== Activity ==
Produce a word-for-word copy of the data that follows, excluding images.

------------------------------------

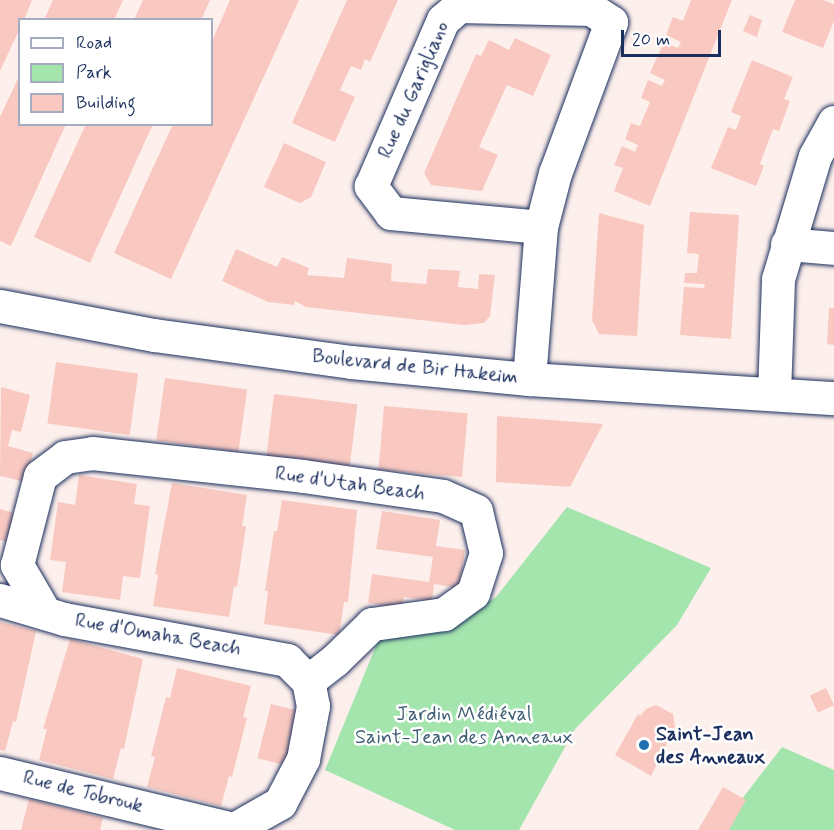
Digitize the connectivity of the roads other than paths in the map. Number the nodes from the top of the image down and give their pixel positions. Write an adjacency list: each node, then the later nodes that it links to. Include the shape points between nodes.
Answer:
1 (834, 122): 3 (street, via 816,156)
2 (541, 227): 2 (street, Rue du Garigliano, via 391,213 371,186 443,20 459,6 591,9 611,22 555,173); 6 (street, Rue du Garigliano)
3 (787, 244): 4 (street); 7 (street, via 778,279)
4 (834, 248)
5 (0, 306): 6 (street, Boulevard de Bir Hakeim, via 154,336 351,362)
6 (529, 379): 7 (street, Boulevard de Bir Hakeim)
7 (774, 394): 8 (street, Boulevard de Bir Hakeim)
8 (834, 398)
9 (8, 566): 11 (street, Rue d'Utah Beach); 12 (street, Rue d'Utah Beach, via 40,476 65,457 92,453 443,496 476,511 486,553 473,593 444,614 372,624)
10 (0, 600): 11 (street, Rue d'Omaha Beach)
11 (45, 613): 12 (street, Rue d'Omaha Beach, via 287,660)
12 (308, 681): 13 (street, Rue de Tobrouk, via 313,706 303,759 280,803 234,829)
13 (0, 773)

------------------------------------

== Answer space ==
Digitize the connectivity of the roads other than paths in the map. Number the nodes from the top of the image down and give their pixel positions. Write an adjacency list: each node, then the later nodes that it links to. Include the shape points between nodes.
Answer:
1 (834, 122): 3 (street, via 816,156)
2 (541, 227): 2 (street, Rue du Garigliano, via 391,213 371,186 443,20 459,6 591,9 611,22 555,173); 6 (street, Rue du Garigliano)
3 (787, 244): 4 (street); 7 (street, via 778,279)
4 (834, 248)
5 (0, 306): 6 (street, Boulevard de Bir Hakeim, via 154,336 351,362)
6 (529, 379): 7 (street, Boulevard de Bir Hakeim)
7 (774, 394): 8 (street, Boulevard de Bir Hakeim)
8 (834, 398)
9 (8, 566): 11 (street, Rue d'Utah Beach); 12 (street, Rue d'Utah Beach, via 40,476 65,457 92,453 443,496 476,511 486,553 473,593 444,614 372,624)
10 (0, 600): 11 (street, Rue d'Omaha Beach)
11 (45, 613): 12 (street, Rue d'Omaha Beach, via 287,660)
12 (308, 681): 13 (street, Rue de Tobrouk, via 313,706 303,759 280,803 234,829)
13 (0, 773)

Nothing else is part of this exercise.